A Repair for Cracked Heads and Barrels

One of the problems the wooden flute player fears most is a crack, and especially a crack in the head or barrel section of the flute.  This has been a major problem for the wooden flute until the invention of my New Improved Tuning Slide.  Nonetheless, we still have to deal with old flutes with the problem, and many modern flutes made according to the old system.  The head below, from an early 19th century Clementi C.Nicholson's Improved illustrates the problem.  Incidentally, the combing on this flute head was characteristic of Nicholson's flutes, but certainly complicates any attempt at neat crack repair!

The problem occurs because normal and natural movement in the wood is impeded by the presence of the metal liner.  Unlined sections in the same flutes and indeed much older flutes rarely crack.

The problem is worse in this flute as the crack has chosen to go through the embouchure.  This is quite common, as the embouchure represents a weak spot in the fabric of the timber.

Several things happen when a crack passes through the embouchure:

  • the width of the embouchure is increased by the width of the crack
  • the metal liner protrudes into the embouchure chimney on one or both sides
  • leakage through the crack is more common and more troublesome.
In the case in question, the crack chose the very worst place to break through - right near the middle of the blowing edge.  

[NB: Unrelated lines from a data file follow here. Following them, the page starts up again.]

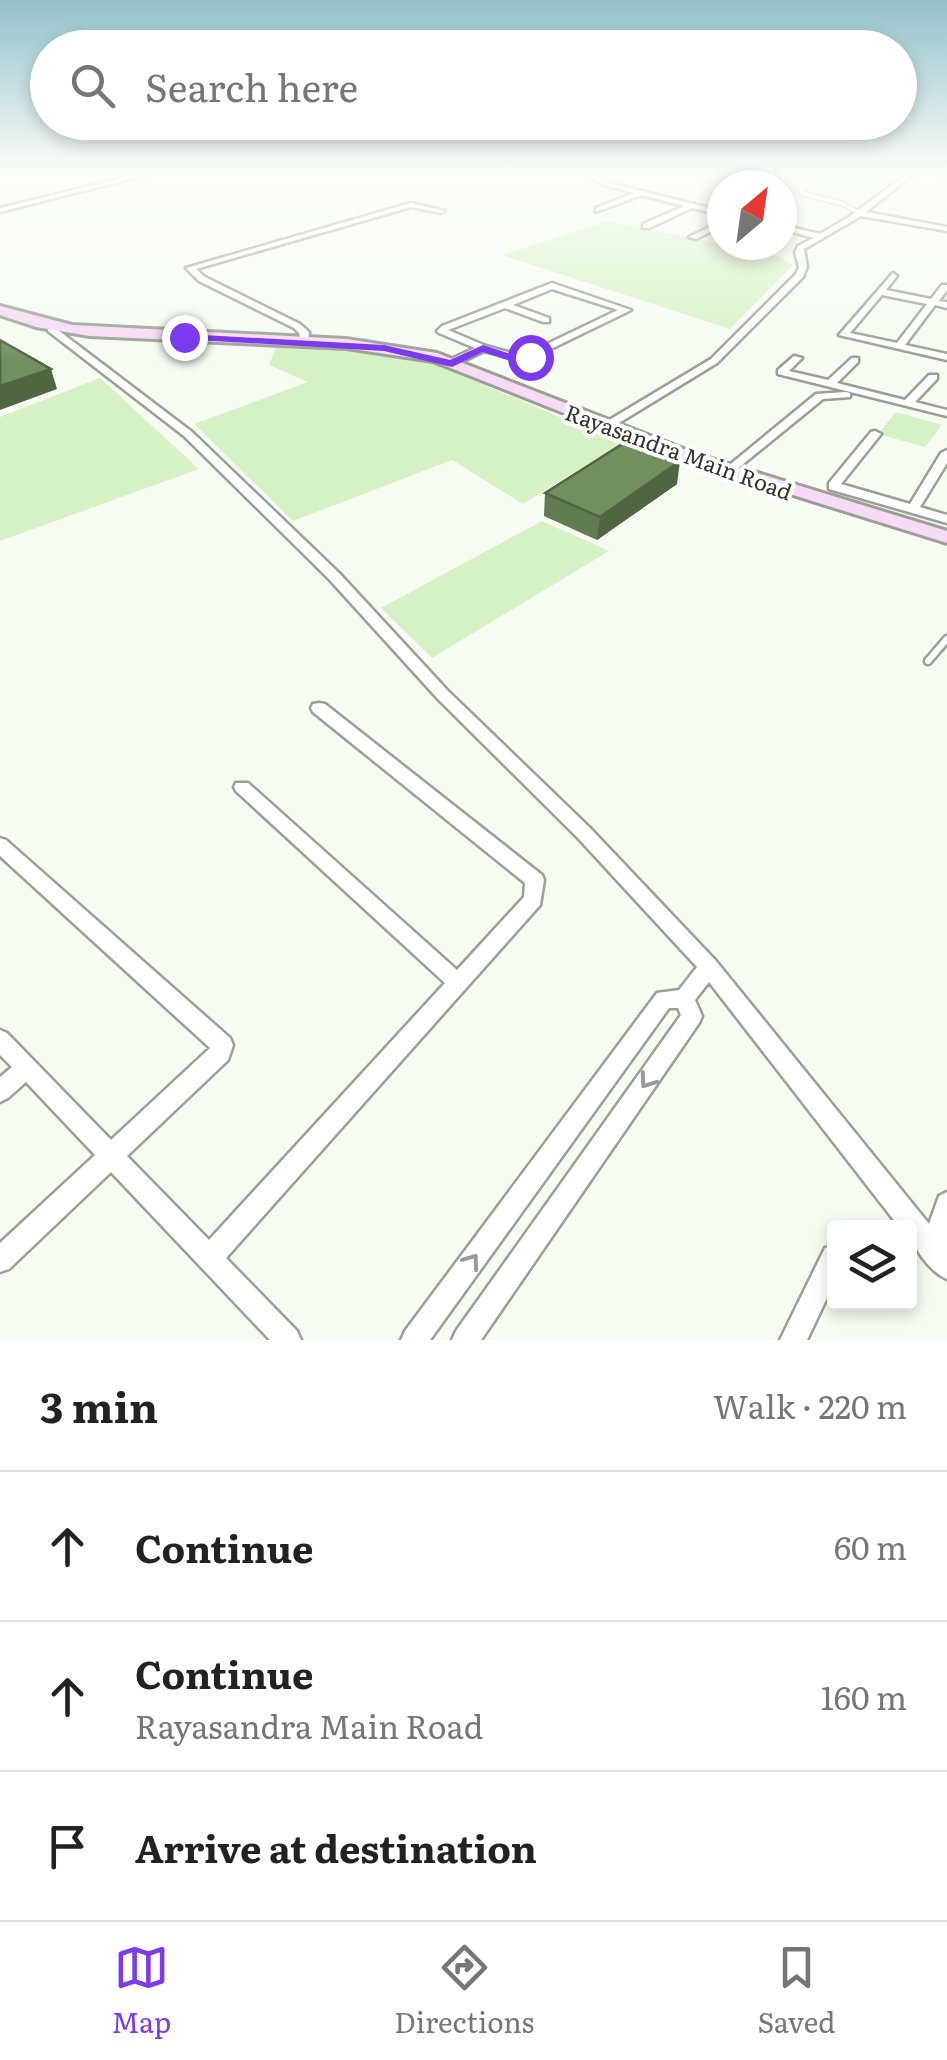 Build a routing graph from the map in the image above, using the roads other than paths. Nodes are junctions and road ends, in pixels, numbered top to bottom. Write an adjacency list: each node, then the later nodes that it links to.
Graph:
1 (307, 236): 15 (street)
2 (697, 236): 4 (street)
3 (815, 236): 5 (street)
4 (694, 237)
5 (821, 237): 27 (street)
6 (894, 276): 8 (street)
7 (945, 286): 9 (street)
8 (880, 292): 9 (street); 16 (street)
9 (933, 302): 11 (street); 16 (street)
10 (503, 304): 13 (street); 17 (street); 17 (street)
11 (947, 305)
12 (0, 310): 14 (street, Rayasandra Main Road)
13 (546, 320)
14 (51, 329): 15 (street, Rayasandra Main Road); 39 (street)
15 (305, 342): 21 (street, Rayasandra Main Road)
16 (900, 347): 18 (street)
17 (483, 348): 21 (street)
18 (947, 357)
19 (798, 358): 23 (street)
20 (855, 360): 23 (street)
21 (452, 364): 27 (street, Rayasandra Main Road)
22 (933, 377): 25 (street)
23 (830, 384): 25 (street)
24 (880, 403): 30 (street)
25 (907, 404): 26 (street)
26 (947, 413)
27 (606, 427): 30 (street, Rayasandra Main Road)
28 (875, 434): 31 (street)
29 (947, 453): 31 (street)
30 (726, 472): 33 (street, Rayasandra Main Road)
31 (913, 509): 32 (street)
32 (947, 518)
33 (947, 537)
34 (947, 639): 35 (lane)
35 (928, 661)
36 (319, 708): 40 (street)
37 (242, 786): 40 (street)
38 (0, 845): 45 (street)
39 (710, 967): 41 (street); 48 (street)
40 (458, 983): 47 (street)
41 (684, 999): 52 (street, one-way to 41); 53 (street, one-way to 53)
42 (0, 1040): 43 (street)
43 (27, 1068): 44 (street); 45 (street)
44 (0, 1091)
45 (112, 1157): 47 (street); 49 (street)
46 (947, 1204): 48 (street)
47 (208, 1258): 51 (street)
48 (940, 1258)
49 (0, 1260)
50 (827, 1271): 54 (street)
51 (288, 1340)
52 (414, 1340)
53 (465, 1340)
54 (793, 1340)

The discontinuous surface and the additional hurdle presented by the brass liner jutting into the hole gives the air molecules rather too much to think about as they rush past at high speed.  This conspires with the leakage (in both head and barrel sections) to reduce the responsiveness of the flute considerably.

Previous repair methods

Previous repairs for cracked heads included pinning, stitching and flush-banding - all methods designed to force the crack closed again.  Because that usually turned out not to be possible, the remaining gap was filled, either with a strip of wood, or a hard or a pliable filler.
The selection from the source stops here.